• _YOUR OBJECTIVE_
Each line below with the string "Καραμολέγκου" should be copied.

LISTED ENTRIES Block Start

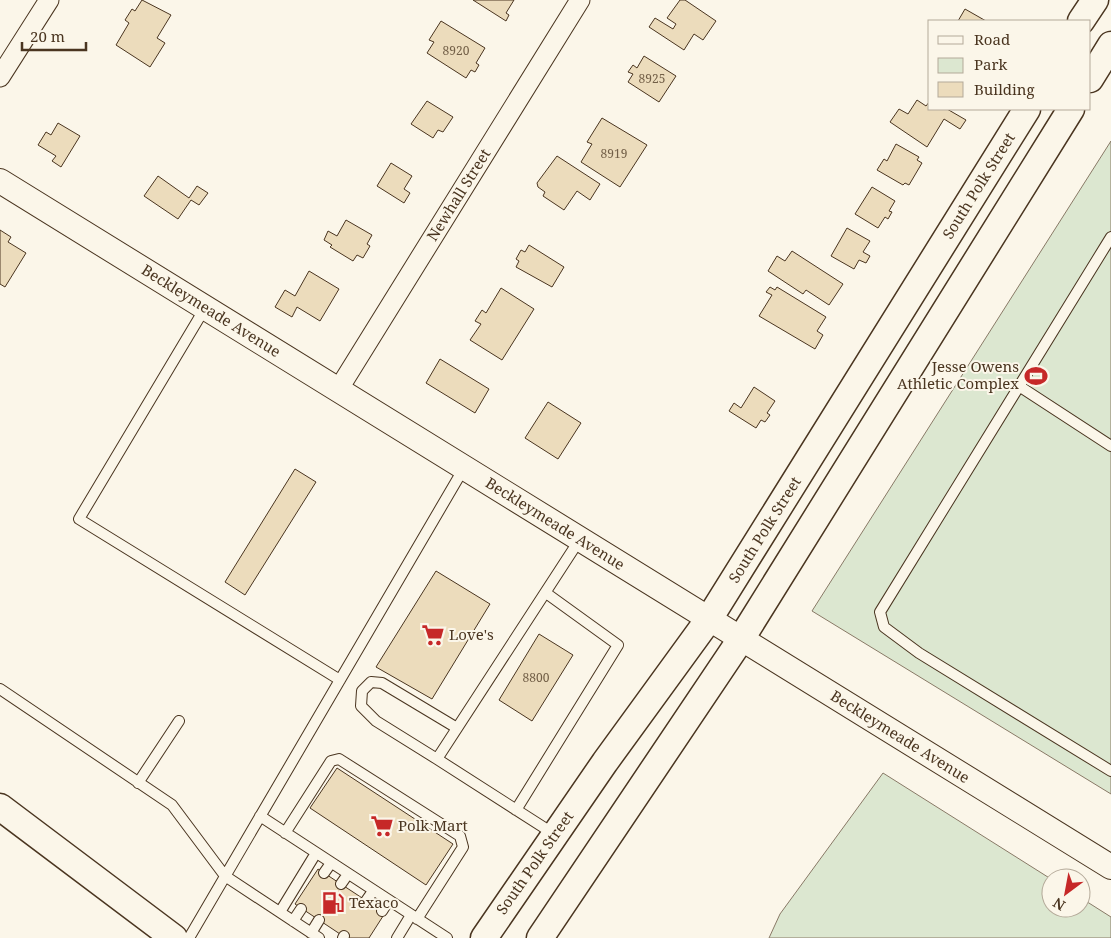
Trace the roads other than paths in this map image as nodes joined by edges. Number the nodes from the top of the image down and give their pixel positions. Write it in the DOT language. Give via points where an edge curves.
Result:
graph roads {
  1 [pos="49,0"];
  2 [pos="580,0"];
  3 [pos="1095,0"];
  4 [pos="1083,20"];
  5 [pos="1111,45"];
  6 [pos="1091,77"];
  7 [pos="0,78"];
  8 [pos="1026,110"];
  9 [pos="1031,110"];
  10 [pos="1065,118"];
  11 [pos="0,181"];
  12 [pos="1111,237"];
  13 [pos="205,308"];
  14 [pos="1019,386"];
  15 [pos="338,390"];
  16 [pos="1111,446"];
  17 [pos="464,468"];
  18 [pos="580,539"];
  19 [pos="546,592"];
  20 [pos="709,619"];
  21 [pos="741,639"];
  22 [pos="340,680"];
  23 [pos="0,689"];
  24 [pos="179,721"];
  25 [pos="457,728"];
  26 [pos="437,758"];
  27 [pos="1111,770"];
  28 [pos="138,783"];
  29 [pos="0,807"];
  30 [pos="516,810"];
  31 [pos="260,816"];
  32 [pos="285,833"];
  33 [pos="555,835"];
  34 [pos="316,853"];
  35 [pos="330,863"];
  36 [pos="1111,867"];
  37 [pos="324,873"];
  38 [pos="348,874"];
  39 [pos="225,876"];
  40 [pos="341,884"];
  41 [pos="373,891"];
  42 [pos="389,900"];
  43 [pos="366,901"];
  44 [pos="301,908"];
  45 [pos="382,911"];
  46 [pos="280,912"];
  47 [pos="414,917"];
  48 [pos="319,920"];
  49 [pos="293,921"];
  50 [pos="315,935"];
  51 [pos="174,938"];
  52 [pos="188,938"];
  53 [pos="397,938"];
  54 [pos="447,938"];
  55 [pos="484,938"];
  56 [pos="540,938"];
  1 -- 7 [label="street"];
  2 -- 15 [label="street, Newhall Street"];
  3 -- 4 [label="main road"];
  5 -- 6 [label="main road"];
  8 -- 20 [label="main road, South Polk Street"];
  9 -- 10 [label="main road"];
  10 -- 21 [label="main road"];
  11 -- 13 [label="street, Beckleymeade Avenue"];
  12 -- 14 [label="lane"];
  13 -- 15 [label="street, Beckleymeade Avenue"];
  13 -- 22 [label="lane" via="79,519"];
  14 -- 16 [label="lane"];
  14 -- 27 [label="lane" via="880,612 884,627 919,653"];
  15 -- 17 [label="street, Beckleymeade Avenue"];
  17 -- 18 [label="street, Beckleymeade Avenue"];
  17 -- 22 [label="lane"];
  18 -- 19 [label="lane"];
  18 -- 20 [label="street, Beckleymeade Avenue"];
  19 -- 25 [label="lane"];
  19 -- 30 [label="lane" via="618,645"];
  20 -- 21 [label="street, Beckleymeade Avenue"];
  20 -- 33 [label="main road, South Polk Street"];
  21 -- 36 [label="street, Beckleymeade Avenue"];
  21 -- 56 [label="main road"];
  22 -- 31 [label="lane"];
  23 -- 28 [label="lane"];
  24 -- 28 [label="lane"];
  25 -- 26 [label="lane"];
  25 -- 26 [label="lane" via="382,683 371,682 362,691 361,706 376,721"];
  26 -- 30 [label="lane"];
  28 -- 39 [label="lane" via="172,805"];
  29 -- 51 [label="main road"];
  30 -- 33 [label="lane"];
  31 -- 32 [label="lane"];
  31 -- 39 [label="lane"];
  32 -- 34 [label="lane"];
  32 -- 47 [label="lane" via="331,761 339,759 460,836 462,847"];
  33 -- 55 [label="main road, South Polk Street"];
  34 -- 35 [label="lane"];
  34 -- 46 [label="lane"];
  35 -- 37 [label="lane"];
  35 -- 38 [label="lane"];
  38 -- 40 [label="lane"];
  38 -- 41 [label="lane"];
  39 -- 46 [label="lane"];
  39 -- 52 [label="lane"];
  41 -- 42 [label="lane"];
  41 -- 43 [label="lane"];
  42 -- 45 [label="lane"];
  42 -- 47 [label="lane"];
  44 -- 49 [label="lane"];
  46 -- 49 [label="lane"];
  47 -- 53 [label="lane"];
  47 -- 54 [label="lane"];
  48 -- 50 [label="lane"];
  49 -- 50 [label="lane"];
}
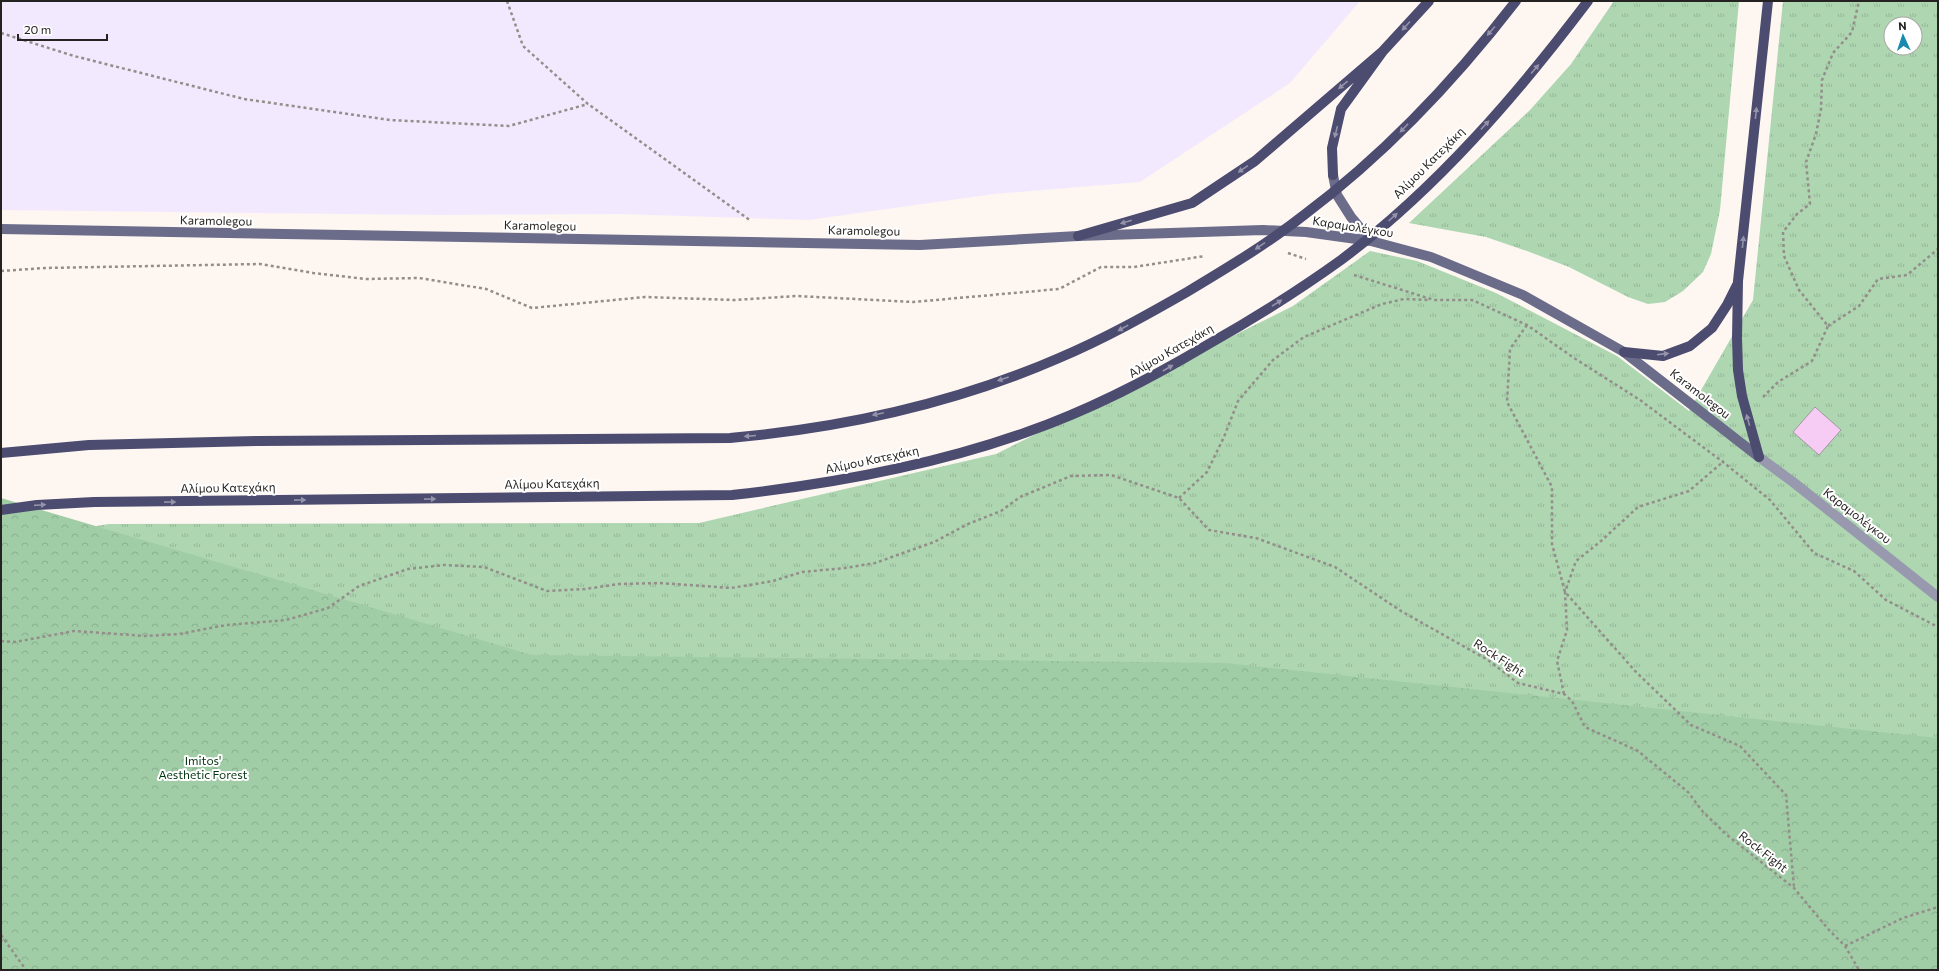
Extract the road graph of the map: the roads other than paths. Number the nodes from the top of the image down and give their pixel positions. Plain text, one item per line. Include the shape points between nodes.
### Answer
1 (1428, 1) edge
2 (1516, 1) edge
3 (1588, 1) edge
4 (1768, 1) edge
5 (1383, 51) junction
6 (1, 229) edge
7 (1078, 236) junction
8 (1371, 241) junction
9 (1738, 281) junction
10 (1624, 352) junction
11 (1, 453) edge
12 (1759, 457) junction
13 (1, 510) edge
14 (1938, 597) edge

1 -> 5 main road
2 -> 11 main road via 1431,100 1387,145 1304,215 1260,246 1114,333 1006,379 950,396 893,411 786,433 730,438 96,444
13 -> 3 main road, Αλίμου Κατεχάκη via 94,502 732,495 798,488 914,465 970,450 1026,432 1134,387 1244,324 1341,259 1431,182 1510,99
9 -> 4 main road
5 -> 7 main road via 1255,161 1192,203
5 -> 8 main road via 1341,109 1332,148 1337,195
6 - 7 main road, Karamolegou via 920,245
7 - 8 main road, Καραμολέγκου via 1263,230 1306,232
8 - 10 main road, Καραμολέγκου via 1431,257 1486,278 1523,295
10 -> 9 main road via 1662,356 1690,346 1712,328
12 -> 9 main road via 1742,396 1738,370
10 - 12 main road, Karamolegou
12 - 14 street, Καραμολέγκου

LISTED ENTRIES Block End

• _RESULT OF THE TASK_
7 - 8 main road, Καραμολέγκου via 1263,230 1306,232
8 - 10 main road, Καραμολέγκου via 1431,257 1486,278 1523,295
12 - 14 street, Καραμολέγκου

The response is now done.